The key is education. People are often afraid of what they don’t know. We encourage people to ask questions regarding the largely unexplored territory of integrative medicine. The field continues to unfold as public interest and funding increase. The challenge is to build programs that are as cost-effective as they are integrated to ensure sustainability.
All of the clinic’s classes are held in the community room. While one-on-one education is important, group classes can help participants who learn from both the instructor as well as the questions and experiences of other patients. People see they are not alone in dealing with issues such as chronic pain, insomnia, cancer, diabetes or infertility.
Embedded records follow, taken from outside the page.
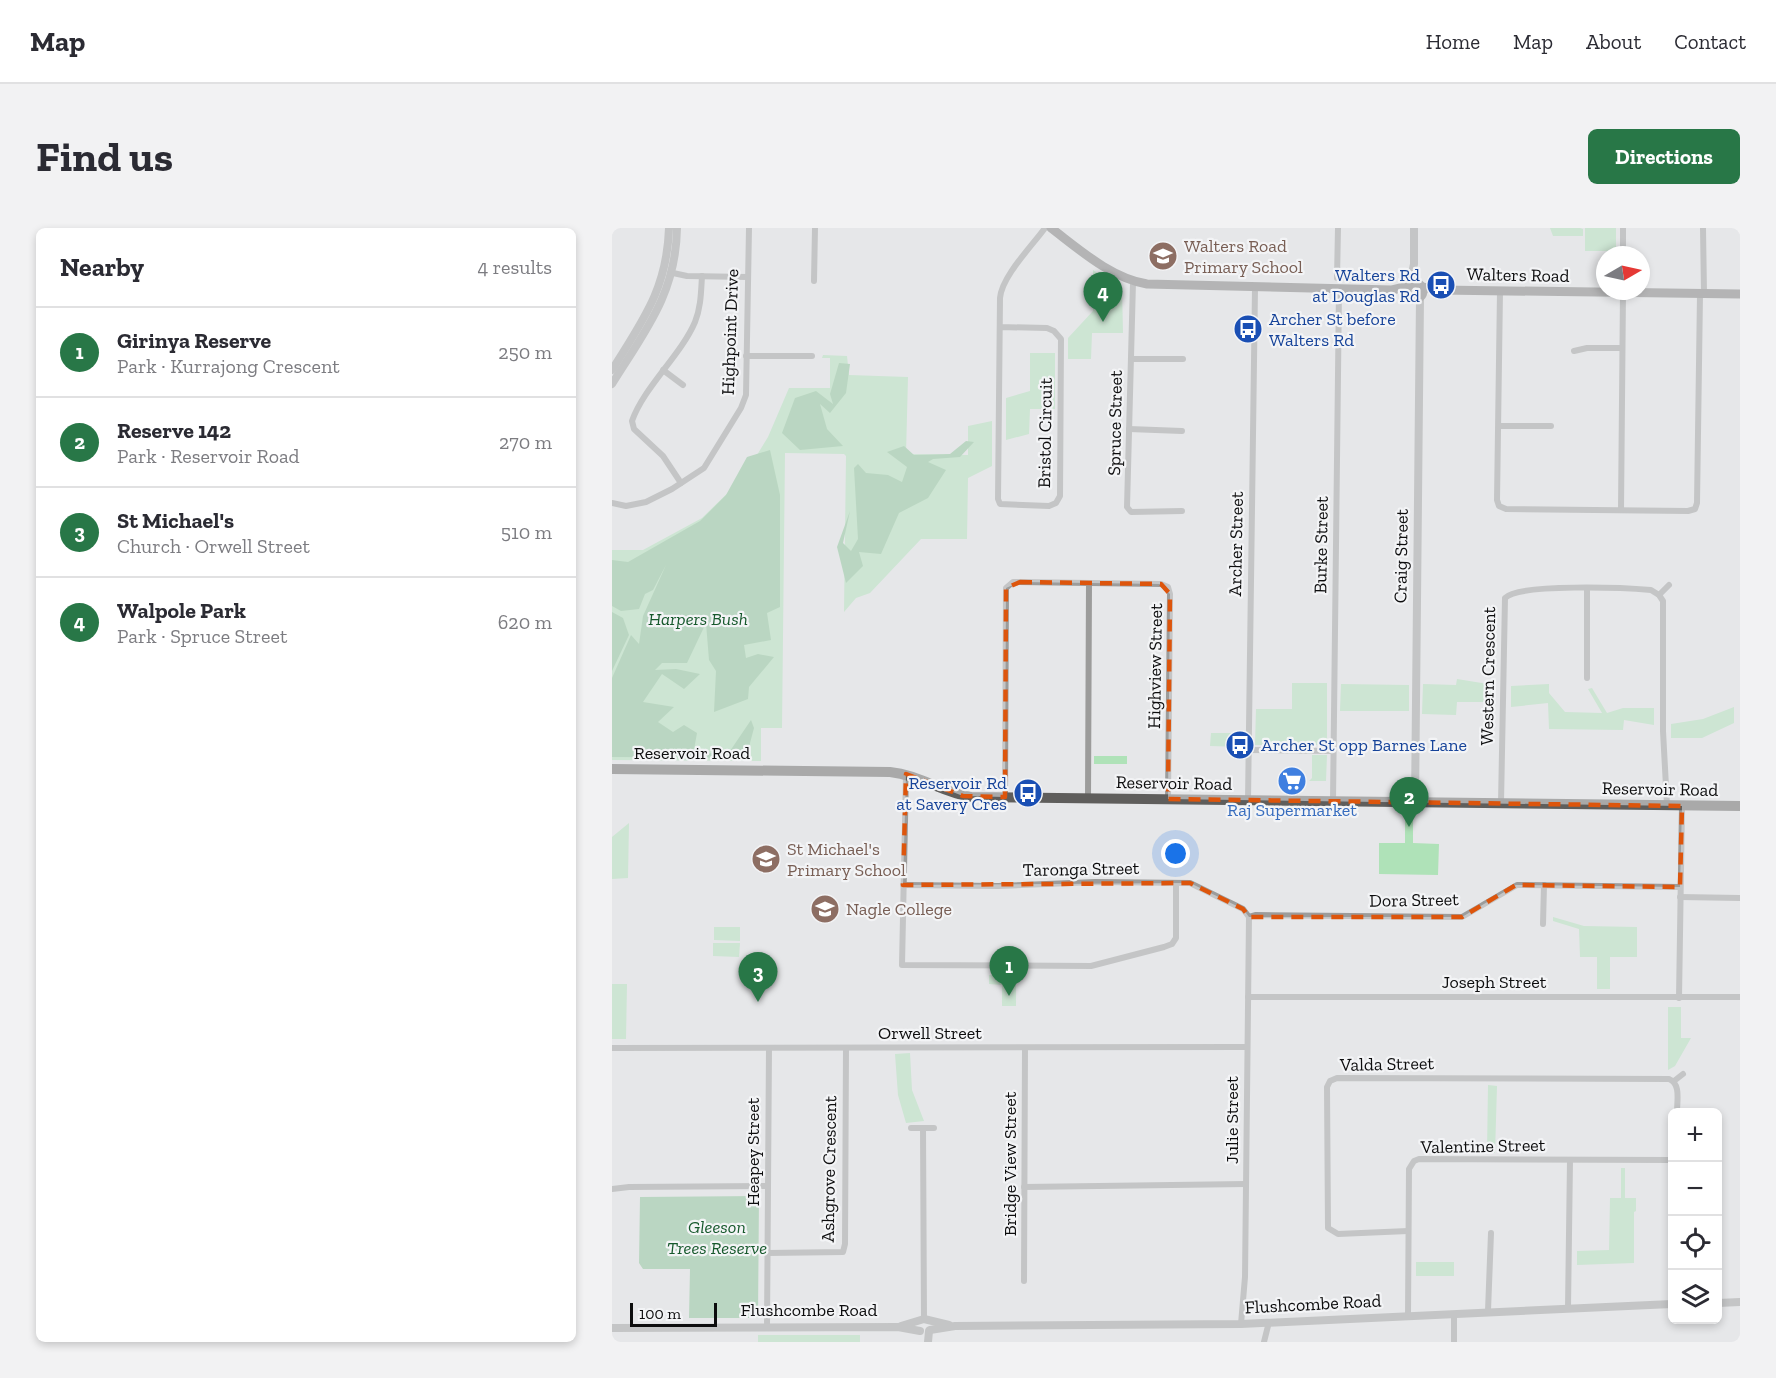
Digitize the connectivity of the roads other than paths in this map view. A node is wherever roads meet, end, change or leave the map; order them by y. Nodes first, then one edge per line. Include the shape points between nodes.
1 (669, 228) edge
2 (677, 228) edge
3 (748, 228) edge
4 (815, 228) edge
5 (1045, 228) edge
6 (1051, 228) edge
7 (1338, 228) edge
8 (1414, 228) edge
9 (1623, 228) edge
10 (1703, 228) edge
11 (1623, 246) edge
12 (673, 273) junction
13 (702, 276) junction
14 (748, 277) junction
15 (1337, 278) dead end
16 (814, 281) dead end
17 (1133, 282) junction
18 (1255, 288) junction
19 (1339, 289) junction
20 (1415, 291) junction
21 (1500, 291) junction
22 (1596, 292) edge
23 (1650, 293) edge
24 (1702, 294) junction
25 (1740, 294) edge
26 (1623, 300) edge
27 (1000, 327) junction
28 (1622, 348) junction
29 (1575, 351) dead end
30 (747, 356) junction
31 (812, 356) dead end
32 (1131, 358) junction
33 (1183, 358) dead end
34 (612, 370) edge
35 (663, 370) junction
36 (612, 384) edge
37 (683, 385) dead end
38 (1499, 426) junction
39 (1551, 426) dead end
40 (1130, 429) junction
41 (1182, 431) dead end
42 (681, 483) junction
43 (612, 503) edge
44 (1621, 510) junction
45 (1182, 511) dead end
46 (1089, 582) junction
47 (1669, 585) dead end
48 (1587, 588) junction
49 (1659, 595) junction
50 (1587, 678) dead end
51 (1249, 750) junction
52 (1334, 751) junction
53 (612, 769) edge
54 (906, 774) junction
55 (1005, 797) junction
56 (1088, 799) junction
57 (1168, 799) junction
58 (1248, 801) junction
59 (1333, 802) junction
60 (1415, 802) junction
61 (1501, 804) junction
62 (1667, 805) junction
63 (1682, 806) junction
64 (1740, 806) edge
65 (1176, 883) junction
66 (903, 885) junction
67 (1544, 885) junction
68 (1680, 886) junction
69 (1680, 897) junction
70 (1740, 898) edge
71 (1249, 917) junction
72 (1543, 924) dead end
73 (1740, 996) edge
74 (1248, 997) junction
75 (1679, 998) junction
76 (1247, 1047) junction
77 (612, 1048) edge
78 (769, 1048) junction
79 (846, 1048) junction
80 (1025, 1048) junction
81 (1683, 1074) dead end
82 (1674, 1082) junction
83 (1677, 1108) edge
84 (911, 1128) dead end
85 (923, 1128) junction
86 (934, 1128) dead end
87 (1570, 1160) junction
88 (1668, 1160) edge
89 (1246, 1184) junction
90 (768, 1186) junction
91 (1024, 1187) junction
92 (612, 1189) edge
93 (1408, 1231) junction
94 (1491, 1233) dead end
95 (768, 1253) junction
96 (1024, 1281) dead end
97 (1740, 1302) edge
98 (1722, 1303) edge
99 (1668, 1305) edge
100 (1568, 1308) junction
101 (1488, 1311) junction
102 (1454, 1314) junction
103 (1408, 1316) junction
104 (925, 1319) junction
105 (1269, 1322) junction
106 (1256, 1323) junction
107 (1240, 1324) junction
108 (955, 1326) junction
109 (767, 1327) junction
110 (898, 1327) junction
111 (612, 1328) edge
112 (925, 1331) junction
113 (1264, 1339) edge
114 (923, 1342) edge
115 (928, 1342) edge
116 (1454, 1342) edge

1 - 34 street via 658,290
2 - 12 street
3 - 14 street, Highpoint Drive
4 - 16 street
5 - 27 street, Bristol Circuit via 1002,288
6 - 17 main road, Walters Road
7 - 15 street
8 - 20 street
9 - 11 street
10 - 24 street
12 - 13 street
12 - 36 street via 656,313
13 - 14 street
13 - 35 street via 694,324
14 - 30 street, Highpoint Drive
17 - 18 main road, Walters Road
17 - 32 street, Spruce Street
18 - 19 main road, Walters Road
18 - 51 street, Archer Street
19 - 20 main road, Walters Road
19 - 52 street, Burke Street
20 - 21 main road, Walters Road
20 - 60 street, Craig Street via 1420,309
21 - 22 main road, Walters Road
21 - 38 street
23 - 24 main road, Walters Road
24 - 25 main road, Walters Road
24 - 44 street via 1695,509
26 - 28 street
27 - 27 street, Bristol Circuit via 998,499 1000,504 1049,506 1060,496 1061,339 1047,328
28 - 29 street
28 - 44 street
30 - 31 street
30 - 42 street, Highpoint Drive via 746,395 741,408 704,468
32 - 33 street
32 - 40 street, Spruce Street
35 - 37 street
35 - 42 street via 633,417 632,425 663,456
38 - 39 street
38 - 44 street via 1499,506
40 - 41 street
40 - 45 street, Spruce Street via 1127,507 1131,512
42 - 43 street, Highpoint Drive via 646,502 626,506
46 - 55 street, Highview Street via 1008,585
46 - 56 street
46 - 57 street, Highview Street via 1168,587
47 - 49 street
48 - 49 street, Western Crescent via 1646,590
48 - 50 street
48 - 61 street, Western Crescent via 1549,588 1513,593 1505,598
49 - 62 street via 1664,608
51 - 52 street
51 - 58 street, Archer Street
52 - 59 street, Burke Street
53 - 54 main road, Reservoir Road
54 - 55 main road, Reservoir Road via 963,796
54 - 66 street
55 - 56 main road, Reservoir Road
56 - 57 main road, Reservoir Road
57 - 58 main road, Reservoir Road
58 - 59 main road, Reservoir Road
59 - 60 main road, Reservoir Road
60 - 61 main road, Reservoir Road
61 - 62 main road, Reservoir Road
62 - 63 main road, Reservoir Road
63 - 64 main road, Reservoir Road
63 - 68 street
65 - 66 street, Taronga Street
65 - 66 street via 1173,943 1091,966 902,965
65 - 71 street, Taronga Street via 1196,885 1244,909
67 - 68 street, Dora Street
67 - 71 street, Dora Street via 1515,885 1463,916
67 - 72 street
68 - 69 street
69 - 70 street
69 - 75 street
71 - 74 street, Julie Street
73 - 75 street, Joseph Street
74 - 75 street, Joseph Street
74 - 76 street, Julie Street
76 - 80 street, Orwell Street
76 - 89 street, Julie Street
77 - 78 street, Orwell Street
78 - 79 street, Orwell Street
78 - 90 street, Heapey Street
79 - 80 street, Orwell Street
79 - 95 street, Ashgrove Crescent via 843,1252
80 - 91 street, Bridge View Street
81 - 82 street
82 - 83 street
82 - 93 street, Valda Street via 1332,1080 1327,1088 1328,1228 1338,1234
84 - 85 street
85 - 86 street
85 - 104 street
87 - 88 street, Valentine Street
87 - 93 street, Valentine Street via 1415,1160 1409,1169
87 - 100 street
89 - 91 street
89 - 107 street, Julie Street
90 - 92 street
90 - 95 street, Heapey Street
91 - 96 street, Bridge View Street
93 - 103 street, Valentine Street
94 - 101 street
95 - 109 street, Heapey Street
97 - 98 street
99 - 100 street, Flushcombe Road
100 - 101 street, Flushcombe Road
101 - 102 street, Flushcombe Road
102 - 103 street, Flushcombe Road
102 - 116 street
103 - 105 street, Flushcombe Road
104 - 108 street, Flushcombe Road
104 - 110 street, Flushcombe Road
104 - 112 street via 918,1325
104 - 112 street via 932,1326
105 - 106 street, Flushcombe Road
105 - 113 street
106 - 107 street, Flushcombe Road
106 - 113 street via 1263,1329
107 - 108 street, Flushcombe Road
108 - 112 street, Flushcombe Road
109 - 110 street, Flushcombe Road
109 - 111 street, Flushcombe Road
110 - 112 street, Flushcombe Road
112 - 114 street
112 - 115 street

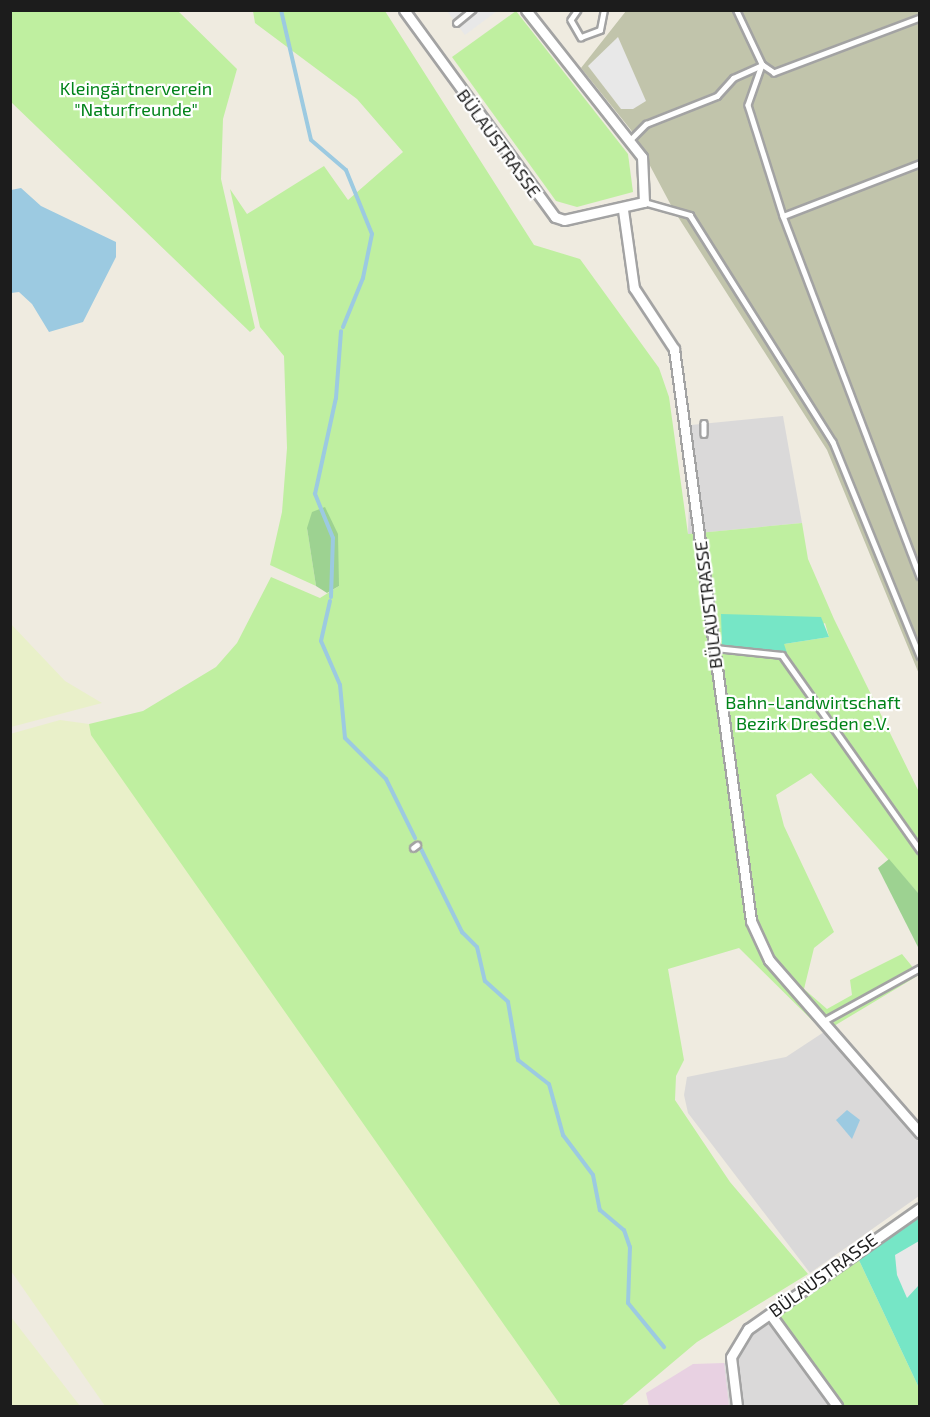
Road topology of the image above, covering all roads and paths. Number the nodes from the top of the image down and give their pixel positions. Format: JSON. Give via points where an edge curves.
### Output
{"nodes":[{"id":1,"x":404,"y":10,"type":"edge"},
{"id":2,"x":472,"y":10,"type":"edge"},
{"id":3,"x":526,"y":10,"type":"edge"},
{"id":4,"x":578,"y":10,"type":"edge"},
{"id":5,"x":604,"y":10,"type":"edge"},
{"id":6,"x":736,"y":10,"type":"edge"},
{"id":7,"x":920,"y":18,"type":"edge"},
{"id":8,"x":456,"y":22,"type":"dead end"},
{"id":9,"x":762,"y":65,"type":"junction"},
{"id":10,"x":629,"y":141,"type":"junction"},
{"id":11,"x":920,"y":163,"type":"edge"},
{"id":12,"x":644,"y":202,"type":"junction"},
{"id":13,"x":623,"y":210,"type":"junction"},
{"id":14,"x":783,"y":216,"type":"junction"},
{"id":15,"x":704,"y":423,"type":"dead end"},
{"id":16,"x":704,"y":434,"type":"dead end"},
{"id":17,"x":920,"y":576,"type":"edge"},
{"id":18,"x":715,"y":648,"type":"junction"},
{"id":19,"x":920,"y":656,"type":"edge"},
{"id":20,"x":920,"y":850,"type":"edge"},
{"id":21,"x":920,"y":968,"type":"edge"},
{"id":22,"x":822,"y":1022,"type":"junction"},
{"id":23,"x":920,"y":1133,"type":"edge"},
{"id":24,"x":920,"y":1208,"type":"edge"},
{"id":25,"x":770,"y":1314,"type":"junction"},
{"id":26,"x":737,"y":1407,"type":"edge"},
{"id":27,"x":837,"y":1407,"type":"edge"}],
"edges":[{"from":1,"to":13,"type":"street","name":"BÜLAUSTRASSE","via":[[551,214],[564,220]]},
{"from":2,"to":8,"type":"lane"},
{"from":3,"to":10,"type":"street"},
{"from":4,"to":5,"type":"lane","via":[[571,20],[581,37],[600,30]]},
{"from":6,"to":9,"type":"lane"},
{"from":7,"to":9,"type":"lane","via":[[774,73]]},
{"from":9,"to":10,"type":"lane","via":[[734,78],[717,96],[646,124]]},
{"from":9,"to":14,"type":"lane","via":[[748,116]]},
{"from":10,"to":12,"type":"street","via":[[642,157]]},
{"from":11,"to":14,"type":"lane"},
{"from":12,"to":13,"type":"street","name":"BÜLAUSTRASSE"},
{"from":12,"to":19,"type":"lane","via":[[690,215],[833,442]]},
{"from":13,"to":18,"type":"street","name":"BÜLAUSTRASSE","via":[[634,288],[674,349]]},
{"from":14,"to":17,"type":"lane"},
{"from":15,"to":16,"type":"lane"},
{"from":18,"to":20,"type":"lane","via":[[782,655]]},
{"from":18,"to":22,"type":"street","name":"BÜLAUSTRASSE","via":[[751,921],[769,960]]},
{"from":21,"to":22,"type":"lane"},
{"from":22,"to":23,"type":"street","name":"BÜLAUSTRASSE"},
{"from":24,"to":25,"type":"street","name":"BÜLAUSTRASSE"},
{"from":25,"to":26,"type":"street","name":"BÜLAUSTRASSE","via":[[732,1348]]},
{"from":25,"to":27,"type":"street"}]}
These issues affect both the bodies as well as the priorities, routines, diets and social lives of our patients. People need support as they acknowledge and address the non-medical aspects of their health conditions and goals.
If we think we’re the only ones with pain, whether physical, mental or emotional, our suffering is magnified; however, when we realize that others experience pain like ours, we gain relief in knowing we’re not alone, and our connection to others gives us strength.
People coming to our clinic, I hope, will enjoy the process of learning, as Chinese medicine can be as fun as it is fascinating. I also hope they will begin to understand themselves better and learn to care for what they find important as they journey through various phases of life, whether sickness or health, injury or healing.
This is also an extension of what I learned in that zendo years ago: We can’t always know the hidden sufferings of others, so why not treat everyone with care and compassion, even if they don’t appear to need it? For me, yoga, meditation and Chinese medicine help me to understand myself and to connect with others. These practices help so many people maintain health, speed recovery and develop the internal resources we all need so that we might get through and learn from difficult times.
When we dare to look deeply at our own experience, vulnerabilities and hopes for safety, security and happiness, it’s hard not to see how we share these with everyone. It’s just part of being human.
Sidebar: Honoring Dr. Edward Chow
Two SI grads who have cared for San Francisco's Chinese community over the years have been Dr. Colin Quock ’57, the recipient of SI’s Christ the King Award, and Dr. Edward Chow ’55, a commissioner on the city’s Health Commission.
Dr. Chow received the Department of Public Health’s Silver SPUR Award last October at the Moscone Center for his long history of service. The department praised Dr. Chow, citing his work “addressing health needs, access and disparities for four decades, including working with the Chinese Hospital and its physicians to create the Chinese Community Health Plan, the nation’s first culturally competent health plan dedicated to the needs of an Asian community.”
Dr. Chow has served under five mayors on the San Francisco Health Commission, where he advocated for the rebuilding of its two public hospitals and established neighborhood primary care clinics. He is a founder and leader of numerous organizations, including the National Council of Asian and Pacific Islander Physicians.